**WHAT THE TASK ASKS**
Repeat each entry. Keep every line exactly as it is.

[Saved entries]

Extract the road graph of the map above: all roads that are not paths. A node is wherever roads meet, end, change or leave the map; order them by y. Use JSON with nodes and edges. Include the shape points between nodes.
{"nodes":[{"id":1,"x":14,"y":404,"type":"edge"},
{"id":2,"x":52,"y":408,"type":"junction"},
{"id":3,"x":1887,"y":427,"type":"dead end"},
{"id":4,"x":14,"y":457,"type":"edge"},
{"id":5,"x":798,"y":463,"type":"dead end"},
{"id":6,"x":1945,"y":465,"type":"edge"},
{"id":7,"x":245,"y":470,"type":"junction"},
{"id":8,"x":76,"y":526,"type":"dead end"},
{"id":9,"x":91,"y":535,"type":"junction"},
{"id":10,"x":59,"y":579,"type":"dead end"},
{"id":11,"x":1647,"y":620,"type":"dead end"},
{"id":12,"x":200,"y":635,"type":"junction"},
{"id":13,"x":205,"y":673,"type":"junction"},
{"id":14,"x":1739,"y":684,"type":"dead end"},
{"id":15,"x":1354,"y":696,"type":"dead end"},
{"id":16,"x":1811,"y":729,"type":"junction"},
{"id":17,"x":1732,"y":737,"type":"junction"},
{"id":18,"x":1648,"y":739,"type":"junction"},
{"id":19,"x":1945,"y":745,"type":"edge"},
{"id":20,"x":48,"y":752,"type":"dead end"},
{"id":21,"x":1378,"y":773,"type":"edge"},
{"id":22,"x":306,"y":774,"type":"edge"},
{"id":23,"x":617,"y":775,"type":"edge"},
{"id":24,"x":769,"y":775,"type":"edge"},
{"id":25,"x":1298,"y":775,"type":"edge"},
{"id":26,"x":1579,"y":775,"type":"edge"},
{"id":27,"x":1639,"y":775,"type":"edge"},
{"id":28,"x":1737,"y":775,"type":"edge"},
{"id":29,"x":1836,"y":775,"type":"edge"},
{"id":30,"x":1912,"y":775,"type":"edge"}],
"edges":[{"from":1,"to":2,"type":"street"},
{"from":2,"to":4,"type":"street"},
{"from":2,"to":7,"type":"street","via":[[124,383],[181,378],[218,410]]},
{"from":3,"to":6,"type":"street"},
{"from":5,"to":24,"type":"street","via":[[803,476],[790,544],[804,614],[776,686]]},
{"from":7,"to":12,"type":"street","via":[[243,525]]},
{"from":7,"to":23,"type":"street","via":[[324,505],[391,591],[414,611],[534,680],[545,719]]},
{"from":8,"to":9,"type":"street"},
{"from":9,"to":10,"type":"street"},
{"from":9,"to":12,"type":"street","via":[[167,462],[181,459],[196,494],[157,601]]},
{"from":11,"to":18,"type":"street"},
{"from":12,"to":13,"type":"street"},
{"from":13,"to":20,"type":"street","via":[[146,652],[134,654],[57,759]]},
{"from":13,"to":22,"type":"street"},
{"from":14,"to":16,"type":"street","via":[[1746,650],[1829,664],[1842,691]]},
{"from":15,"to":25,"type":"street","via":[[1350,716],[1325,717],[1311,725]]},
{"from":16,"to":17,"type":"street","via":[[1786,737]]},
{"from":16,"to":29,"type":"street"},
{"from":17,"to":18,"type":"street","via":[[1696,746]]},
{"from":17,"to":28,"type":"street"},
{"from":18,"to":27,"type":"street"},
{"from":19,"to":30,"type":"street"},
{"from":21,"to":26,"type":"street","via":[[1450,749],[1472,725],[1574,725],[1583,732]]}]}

**ANSWER SECTION**
Extract the road graph of the map above: all roads that are not paths. A node is wherever roads meet, end, change or leave the map; order them by y. Use JSON with nodes and edges. Include the shape points between nodes.
{"nodes":[{"id":1,"x":14,"y":404,"type":"edge"},
{"id":2,"x":52,"y":408,"type":"junction"},
{"id":3,"x":1887,"y":427,"type":"dead end"},
{"id":4,"x":14,"y":457,"type":"edge"},
{"id":5,"x":798,"y":463,"type":"dead end"},
{"id":6,"x":1945,"y":465,"type":"edge"},
{"id":7,"x":245,"y":470,"type":"junction"},
{"id":8,"x":76,"y":526,"type":"dead end"},
{"id":9,"x":91,"y":535,"type":"junction"},
{"id":10,"x":59,"y":579,"type":"dead end"},
{"id":11,"x":1647,"y":620,"type":"dead end"},
{"id":12,"x":200,"y":635,"type":"junction"},
{"id":13,"x":205,"y":673,"type":"junction"},
{"id":14,"x":1739,"y":684,"type":"dead end"},
{"id":15,"x":1354,"y":696,"type":"dead end"},
{"id":16,"x":1811,"y":729,"type":"junction"},
{"id":17,"x":1732,"y":737,"type":"junction"},
{"id":18,"x":1648,"y":739,"type":"junction"},
{"id":19,"x":1945,"y":745,"type":"edge"},
{"id":20,"x":48,"y":752,"type":"dead end"},
{"id":21,"x":1378,"y":773,"type":"edge"},
{"id":22,"x":306,"y":774,"type":"edge"},
{"id":23,"x":617,"y":775,"type":"edge"},
{"id":24,"x":769,"y":775,"type":"edge"},
{"id":25,"x":1298,"y":775,"type":"edge"},
{"id":26,"x":1579,"y":775,"type":"edge"},
{"id":27,"x":1639,"y":775,"type":"edge"},
{"id":28,"x":1737,"y":775,"type":"edge"},
{"id":29,"x":1836,"y":775,"type":"edge"},
{"id":30,"x":1912,"y":775,"type":"edge"}],
"edges":[{"from":1,"to":2,"type":"street"},
{"from":2,"to":4,"type":"street"},
{"from":2,"to":7,"type":"street","via":[[124,383],[181,378],[218,410]]},
{"from":3,"to":6,"type":"street"},
{"from":5,"to":24,"type":"street","via":[[803,476],[790,544],[804,614],[776,686]]},
{"from":7,"to":12,"type":"street","via":[[243,525]]},
{"from":7,"to":23,"type":"street","via":[[324,505],[391,591],[414,611],[534,680],[545,719]]},
{"from":8,"to":9,"type":"street"},
{"from":9,"to":10,"type":"street"},
{"from":9,"to":12,"type":"street","via":[[167,462],[181,459],[196,494],[157,601]]},
{"from":11,"to":18,"type":"street"},
{"from":12,"to":13,"type":"street"},
{"from":13,"to":20,"type":"street","via":[[146,652],[134,654],[57,759]]},
{"from":13,"to":22,"type":"street"},
{"from":14,"to":16,"type":"street","via":[[1746,650],[1829,664],[1842,691]]},
{"from":15,"to":25,"type":"street","via":[[1350,716],[1325,717],[1311,725]]},
{"from":16,"to":17,"type":"street","via":[[1786,737]]},
{"from":16,"to":29,"type":"street"},
{"from":17,"to":18,"type":"street","via":[[1696,746]]},
{"from":17,"to":28,"type":"street"},
{"from":18,"to":27,"type":"street"},
{"from":19,"to":30,"type":"street"},
{"from":21,"to":26,"type":"street","via":[[1450,749],[1472,725],[1574,725],[1583,732]]}]}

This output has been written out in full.